Warburton señaló un teléfono que había en la pared.

– Teléfono vía satélite. Sólo hay que marcar el cero y el prefijo del país.

– ¿Cuál es el prefijo telefónico de Estados Unidos? -preguntó Thatcher.

– Uno.

– Hum. Debería haberlo supuesto.

– ¿Podemos confiar en el presidente?

– Creo que tenemos que hacerlo, Andy -dijo Geoffrey.

– Es un riesgo -advirtió Nell.

– ¡Pero el presidente o la marina nos dejaron deliberadamente abandonados en esa isla!

– Eso no lo sabemos, Andy -dijo Nell, palideciendo.

– Es menos arriesgado que no llamarlo -dijo el capitán Sol-. Primero esperaremos a distanciarnos un poco de la flota del Pacífico y lo llamaremos por la mañana. Dentro de diez horas estallará un artefacto nuclear y mi intención es estar lo más lejos posible.

– ¿Estaremos seguros? -preguntó Nell.

– La marina ha dicho que quince kilómetros es la distancia de seguridad mínima en estos casos, de modo que no tendríamos problemas, pero yo prefiero estar más lejos de todos modos. Sugiero que, entretanto, todo el mundo trate de dormir un poco. Mañana nos espera un día muy duro.

– Capitán -dijo Thatcher-, ¿cómo se puede conseguir algo de comer en este bote?

– Barco -lo corrigió el capitán-. Nell, ¿podrías acompañar al señor Redmond a la cocina?

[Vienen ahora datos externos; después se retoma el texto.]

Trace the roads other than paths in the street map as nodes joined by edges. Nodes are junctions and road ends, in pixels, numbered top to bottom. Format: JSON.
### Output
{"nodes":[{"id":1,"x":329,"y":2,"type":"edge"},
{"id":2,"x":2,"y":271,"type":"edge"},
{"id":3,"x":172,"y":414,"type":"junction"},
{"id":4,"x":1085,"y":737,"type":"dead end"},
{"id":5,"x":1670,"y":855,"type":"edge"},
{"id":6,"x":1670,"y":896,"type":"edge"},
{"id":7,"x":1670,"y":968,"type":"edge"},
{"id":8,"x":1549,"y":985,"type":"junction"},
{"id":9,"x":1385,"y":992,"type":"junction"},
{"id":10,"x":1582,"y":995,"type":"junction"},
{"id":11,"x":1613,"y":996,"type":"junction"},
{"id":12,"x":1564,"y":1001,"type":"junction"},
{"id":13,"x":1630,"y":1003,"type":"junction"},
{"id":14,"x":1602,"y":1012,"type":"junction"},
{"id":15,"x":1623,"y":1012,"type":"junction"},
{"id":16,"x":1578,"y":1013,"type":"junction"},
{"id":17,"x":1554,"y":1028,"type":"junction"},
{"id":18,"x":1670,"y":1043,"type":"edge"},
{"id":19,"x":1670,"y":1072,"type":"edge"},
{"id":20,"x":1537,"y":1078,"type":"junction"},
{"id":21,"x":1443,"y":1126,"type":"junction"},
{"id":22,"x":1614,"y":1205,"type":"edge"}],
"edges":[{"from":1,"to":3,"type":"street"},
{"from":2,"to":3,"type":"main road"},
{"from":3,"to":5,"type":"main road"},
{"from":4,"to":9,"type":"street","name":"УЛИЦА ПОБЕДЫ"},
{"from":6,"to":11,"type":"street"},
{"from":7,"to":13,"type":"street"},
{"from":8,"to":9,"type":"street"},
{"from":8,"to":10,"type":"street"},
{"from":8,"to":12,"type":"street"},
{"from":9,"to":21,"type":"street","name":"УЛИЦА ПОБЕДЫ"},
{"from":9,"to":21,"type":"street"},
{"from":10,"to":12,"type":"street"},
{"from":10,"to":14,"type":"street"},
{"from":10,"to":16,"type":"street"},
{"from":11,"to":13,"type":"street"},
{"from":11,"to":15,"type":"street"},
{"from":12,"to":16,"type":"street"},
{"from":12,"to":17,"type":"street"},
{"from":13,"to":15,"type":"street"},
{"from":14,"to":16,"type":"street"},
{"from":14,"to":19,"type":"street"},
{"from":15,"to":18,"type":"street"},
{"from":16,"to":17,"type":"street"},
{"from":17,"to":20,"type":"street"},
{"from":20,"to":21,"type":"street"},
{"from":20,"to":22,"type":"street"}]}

– Es «doctor» -dijo Thatcher.

– ¿Eh?

– Doctor Redmond.

– Oh…

– Me muero de hambre -interrumpió Nell-. ¿Qué me dices de ti, Geoffrey?

– Sí, estoy más hambriento que un spiger.

Nell se echó a reír.

– Seguidme.

22.34 horas

Los tres científicos se sentaron a una mesa en el comedor, Nell y Geoffrey dando cuenta de unos bocadillos de atún y Thatcher mordisqueando una hamburguesa vegetal con pepinillos.